[[ Records to use, beginning ]]

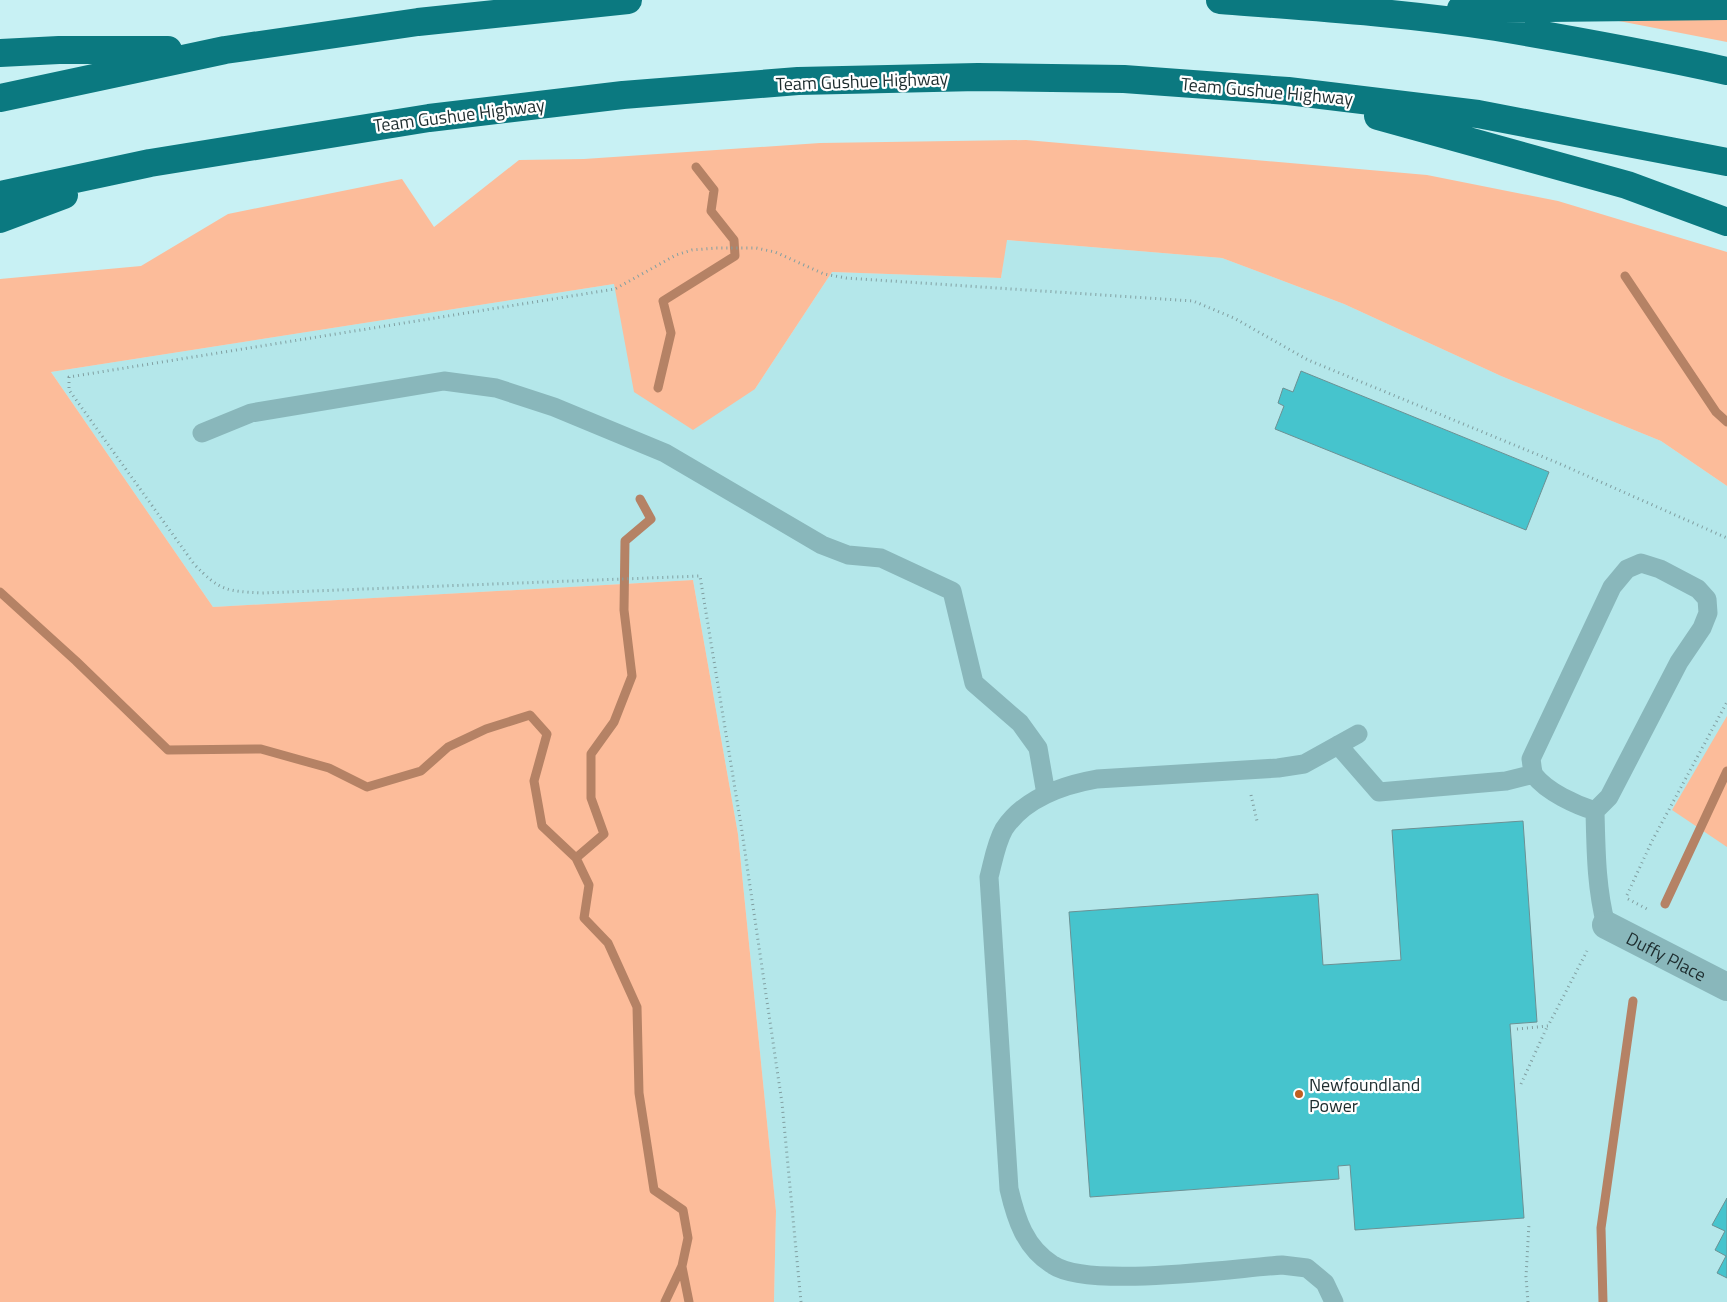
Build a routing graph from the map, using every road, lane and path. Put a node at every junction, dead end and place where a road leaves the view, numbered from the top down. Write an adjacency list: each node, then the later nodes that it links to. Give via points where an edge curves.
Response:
1 (628, 0): 5 (highway, via 418,22)
2 (1220, 0): 4 (highway)
3 (1727, 6): 4 (highway)
4 (1352, 10): 7 (highway, via 1494,27)
5 (224, 50): 6 (highway); 9 (highway)
6 (0, 53)
7 (1727, 71)
8 (1288, 91): 10 (highway, Team Gushue Highway, via 1478,114); 11 (highway, Team Gushue Highway, via 1124,79 798,81 623,95 429,118); 14 (highway, via 1627,186)
9 (0, 98)
10 (1727, 162)
11 (150, 163): 12 (highway, Team Gushue Highway); 13 (highway)
12 (0, 195)
13 (0, 219)
14 (1727, 222)
15 (202, 433): 21 (lane, via 251,413 444,381 496,388 665,453 822,545 848,555 881,558 952,591 974,683 1020,723 1038,748)
16 (1727, 538): 31 (path, via 1558,463 1308,360 1234,318 1193,301 846,278 824,274 775,252 756,248 692,250 676,255 615,289 69,376 69,390 194,564 212,582 230,592 700,576 742,825 782,1103)
17 (1727, 702): 23 (path, via 1652,841)
18 (1358, 734): 19 (lane)
19 (1338, 746): 20 (lane, via 1379,792 1506,781); 21 (lane, via 1304,764 1096,779 1070,784)
20 (1534, 774): 22 (lane, via 1570,803); 22 (lane, via 1531,759 1612,587 1627,569 1641,563 1698,589 1707,599 1708,613 1702,628 1680,662 1609,797)
21 (1046, 794): 32 (lane, via 1004,829 989,877 1009,1189 1016,1220 1042,1257 1070,1273 1118,1277 1282,1265 1307,1268 1325,1283)
22 (1595, 811): 24 (lane, via 1597,877)
23 (1626, 898)
24 (1606, 924): 26 (street, Duffy Place)
25 (1587, 950): 27 (path)
26 (1727, 987)
27 (1548, 1026): 28 (path); 29 (path)
28 (1517, 1028)
29 (1521, 1084)
30 (1530, 1223): 33 (path, via 1526,1277)
31 (801, 1302)
32 (1334, 1302)
33 (1528, 1302)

[[ Records to use, end ]]

## Required work:
Find and copy each line of the data where "highway" is present.

## Response area:
1 (628, 0): 5 (highway, via 418,22)
2 (1220, 0): 4 (highway)
3 (1727, 6): 4 (highway)
4 (1352, 10): 7 (highway, via 1494,27)
5 (224, 50): 6 (highway); 9 (highway)
8 (1288, 91): 10 (highway, Team Gushue Highway, via 1478,114); 11 (highway, Team Gushue Highway, via 1124,79 798,81 623,95 429,118); 14 (highway, via 1627,186)
11 (150, 163): 12 (highway, Team Gushue Highway); 13 (highway)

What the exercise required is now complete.